== What the task asks ==
Repeat only the stretch of lines below that runs from the line with "index dip: (175, 185)" through the line with "pinky tip: (281, 204)", unaltered.

*** Material for the task

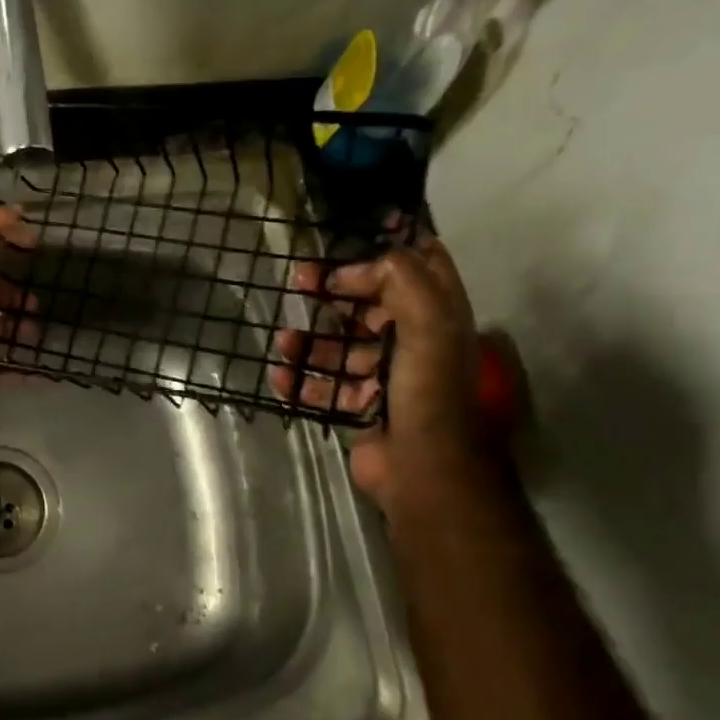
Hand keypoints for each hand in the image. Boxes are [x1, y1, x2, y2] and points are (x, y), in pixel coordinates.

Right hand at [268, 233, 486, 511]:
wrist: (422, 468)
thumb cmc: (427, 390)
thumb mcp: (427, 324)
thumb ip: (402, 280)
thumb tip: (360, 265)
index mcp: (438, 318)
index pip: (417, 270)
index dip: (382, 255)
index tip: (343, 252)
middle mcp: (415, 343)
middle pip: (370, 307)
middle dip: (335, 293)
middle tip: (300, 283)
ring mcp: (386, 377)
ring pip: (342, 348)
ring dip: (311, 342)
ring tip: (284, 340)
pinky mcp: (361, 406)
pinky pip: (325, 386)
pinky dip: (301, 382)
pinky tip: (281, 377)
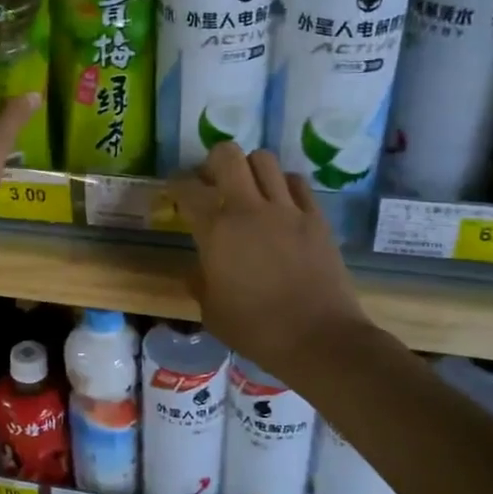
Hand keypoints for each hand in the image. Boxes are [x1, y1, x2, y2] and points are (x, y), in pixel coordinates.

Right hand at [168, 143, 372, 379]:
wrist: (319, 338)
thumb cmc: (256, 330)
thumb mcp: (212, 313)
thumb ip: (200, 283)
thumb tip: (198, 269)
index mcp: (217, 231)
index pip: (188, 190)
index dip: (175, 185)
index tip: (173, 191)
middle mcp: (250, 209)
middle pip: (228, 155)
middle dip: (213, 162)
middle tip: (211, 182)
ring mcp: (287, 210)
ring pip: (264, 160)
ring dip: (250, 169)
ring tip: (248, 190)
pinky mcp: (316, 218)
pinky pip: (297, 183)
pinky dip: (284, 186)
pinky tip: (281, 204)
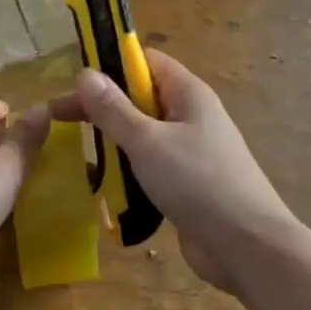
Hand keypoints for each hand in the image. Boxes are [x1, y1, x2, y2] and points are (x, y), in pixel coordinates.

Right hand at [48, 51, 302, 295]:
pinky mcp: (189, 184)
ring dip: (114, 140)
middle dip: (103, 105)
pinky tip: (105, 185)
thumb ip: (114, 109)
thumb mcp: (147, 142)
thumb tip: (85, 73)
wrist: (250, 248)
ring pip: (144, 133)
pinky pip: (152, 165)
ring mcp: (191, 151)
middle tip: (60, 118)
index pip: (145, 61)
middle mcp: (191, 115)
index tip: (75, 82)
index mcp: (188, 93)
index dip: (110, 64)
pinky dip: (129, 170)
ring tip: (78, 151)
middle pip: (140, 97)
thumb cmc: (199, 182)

******
*** Material for the task

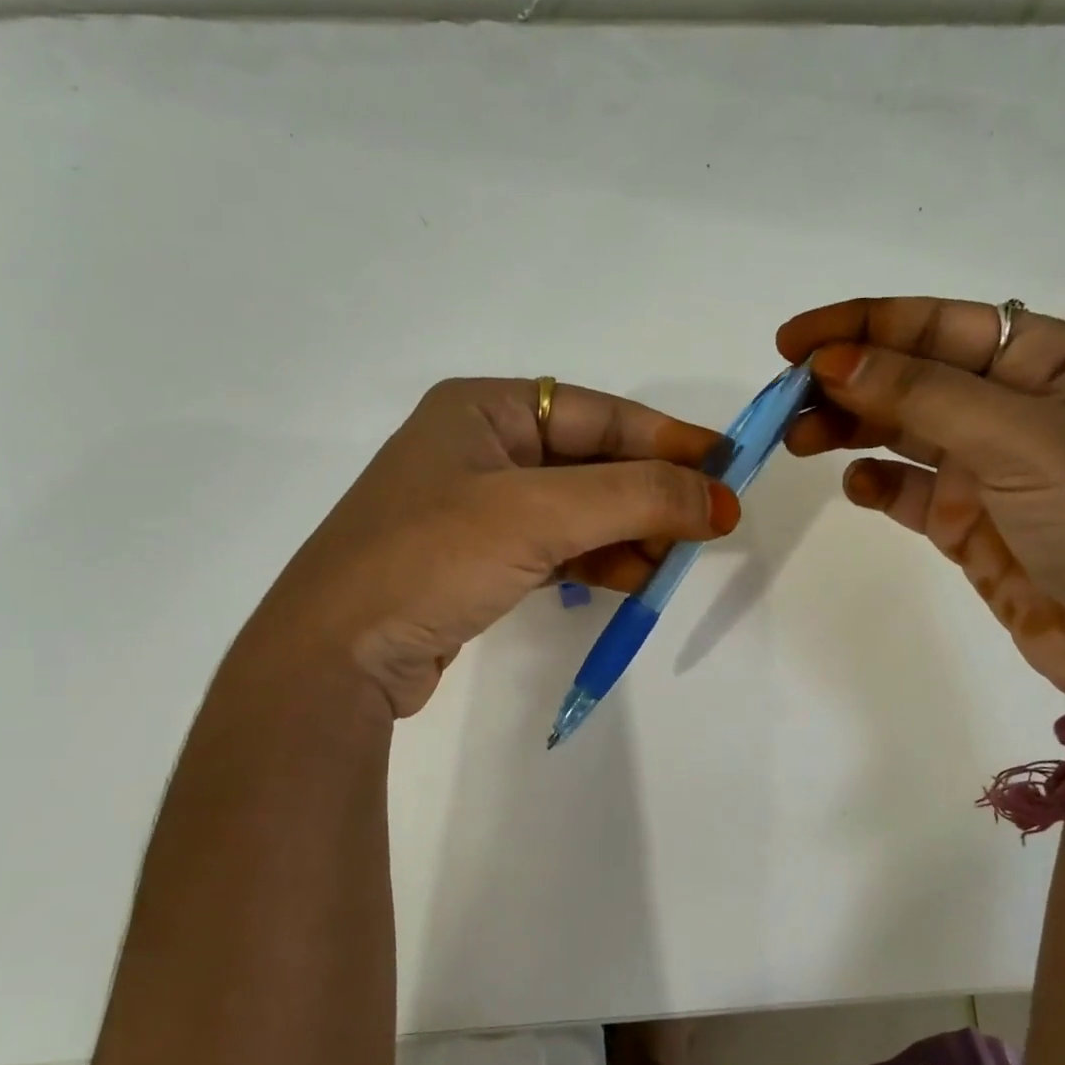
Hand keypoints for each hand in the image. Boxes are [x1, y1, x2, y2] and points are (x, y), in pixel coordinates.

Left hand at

******
*** Material for the task

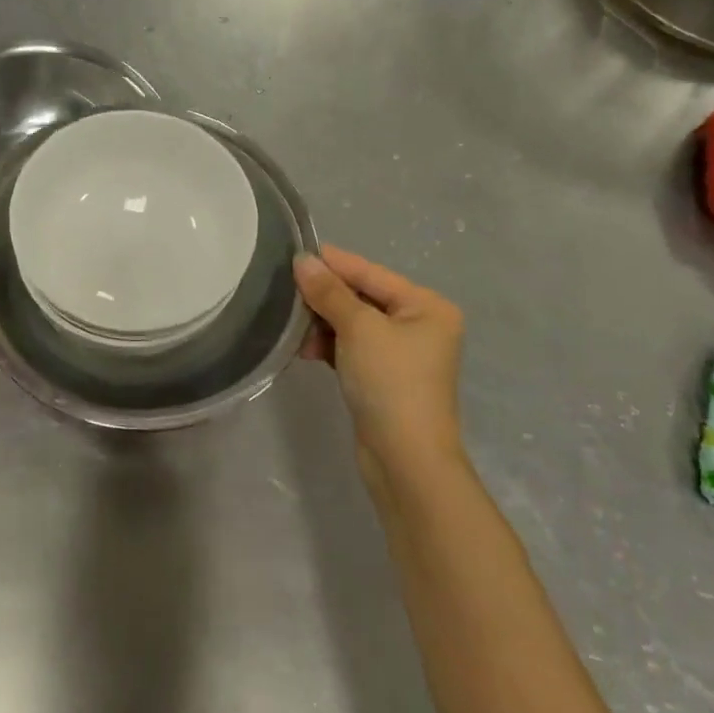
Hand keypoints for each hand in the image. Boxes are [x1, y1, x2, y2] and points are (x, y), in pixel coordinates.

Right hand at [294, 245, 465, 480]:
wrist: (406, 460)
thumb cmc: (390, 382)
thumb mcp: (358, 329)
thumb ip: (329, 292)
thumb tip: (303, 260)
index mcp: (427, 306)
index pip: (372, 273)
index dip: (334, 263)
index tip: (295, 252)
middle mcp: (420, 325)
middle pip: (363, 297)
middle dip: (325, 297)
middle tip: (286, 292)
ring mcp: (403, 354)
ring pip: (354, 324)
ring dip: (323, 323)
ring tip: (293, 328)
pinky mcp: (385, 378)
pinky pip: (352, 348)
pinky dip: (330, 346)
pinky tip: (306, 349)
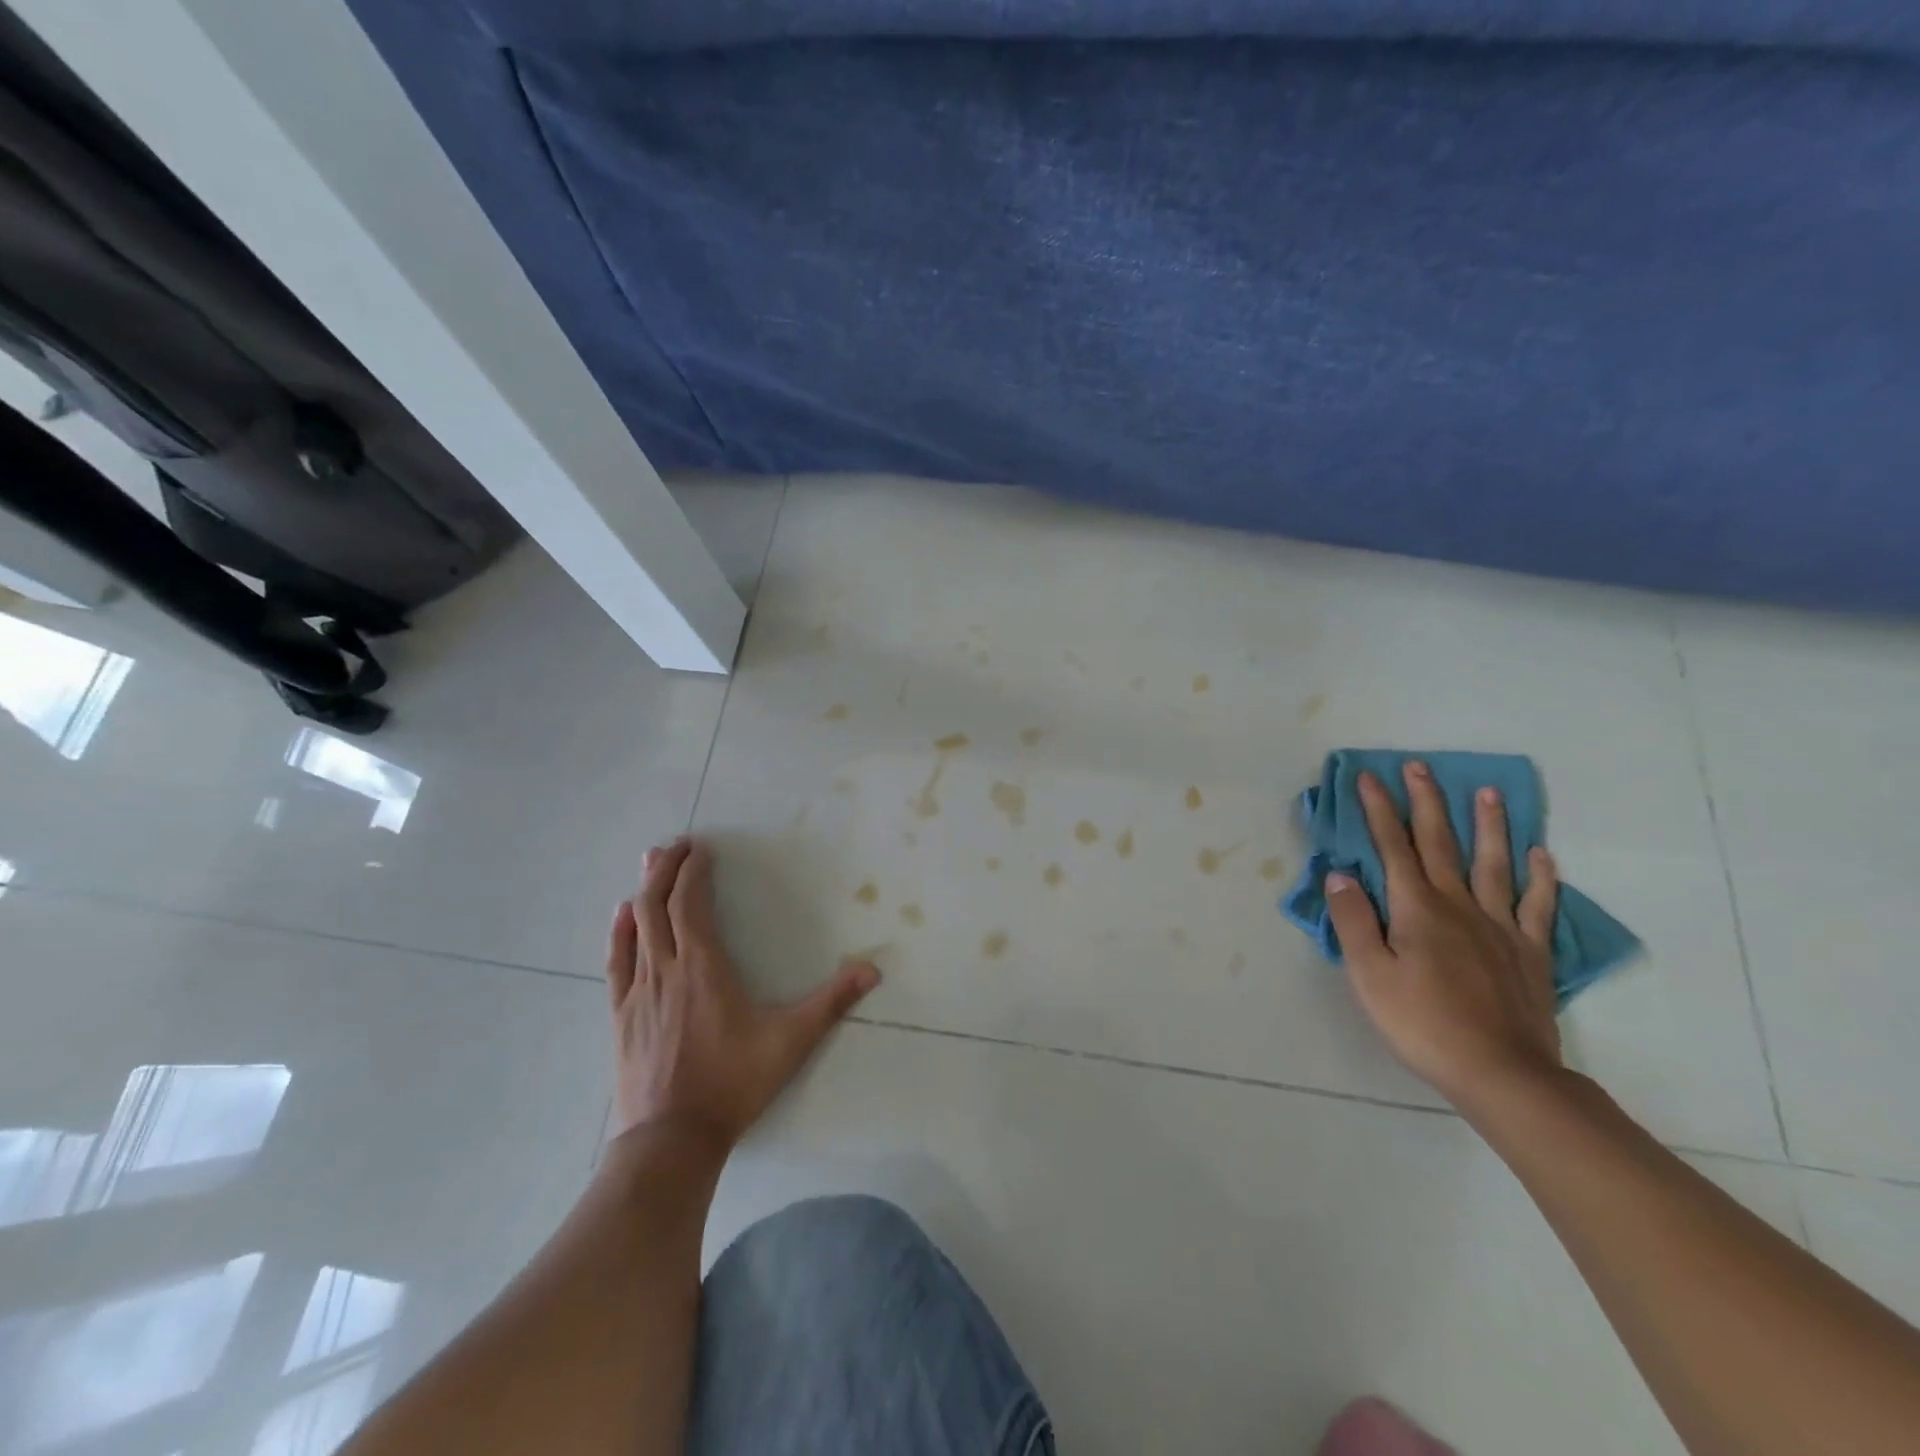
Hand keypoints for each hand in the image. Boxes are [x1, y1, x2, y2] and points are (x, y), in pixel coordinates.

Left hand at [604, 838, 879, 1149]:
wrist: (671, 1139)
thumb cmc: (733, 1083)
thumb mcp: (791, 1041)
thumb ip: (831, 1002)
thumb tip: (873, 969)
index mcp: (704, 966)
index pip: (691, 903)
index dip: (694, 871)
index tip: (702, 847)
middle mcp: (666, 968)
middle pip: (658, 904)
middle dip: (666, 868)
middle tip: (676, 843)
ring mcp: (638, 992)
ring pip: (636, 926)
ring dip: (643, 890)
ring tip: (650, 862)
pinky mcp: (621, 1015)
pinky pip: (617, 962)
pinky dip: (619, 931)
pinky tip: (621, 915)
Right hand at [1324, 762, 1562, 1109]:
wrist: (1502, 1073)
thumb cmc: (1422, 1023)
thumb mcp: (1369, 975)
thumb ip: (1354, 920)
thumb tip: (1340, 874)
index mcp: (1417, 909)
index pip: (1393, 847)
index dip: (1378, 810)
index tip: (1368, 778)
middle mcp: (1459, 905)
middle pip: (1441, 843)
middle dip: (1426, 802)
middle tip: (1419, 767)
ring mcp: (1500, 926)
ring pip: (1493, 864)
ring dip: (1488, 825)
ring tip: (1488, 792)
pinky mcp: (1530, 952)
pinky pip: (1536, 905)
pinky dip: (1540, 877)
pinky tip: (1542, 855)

******

== Your response ==
index dip: (175, 185)
index tip: (173, 191)
middle mcp: (250, 209)
middle pip: (228, 155)
middle dip: (213, 162)
middle tip: (211, 182)
ring mcp: (287, 210)
ring pip: (264, 160)
ring dip: (250, 169)
ring tip: (248, 190)
pinky mcp: (316, 218)
pinky pip: (297, 183)
pinky dip: (284, 186)
pinky tip: (281, 204)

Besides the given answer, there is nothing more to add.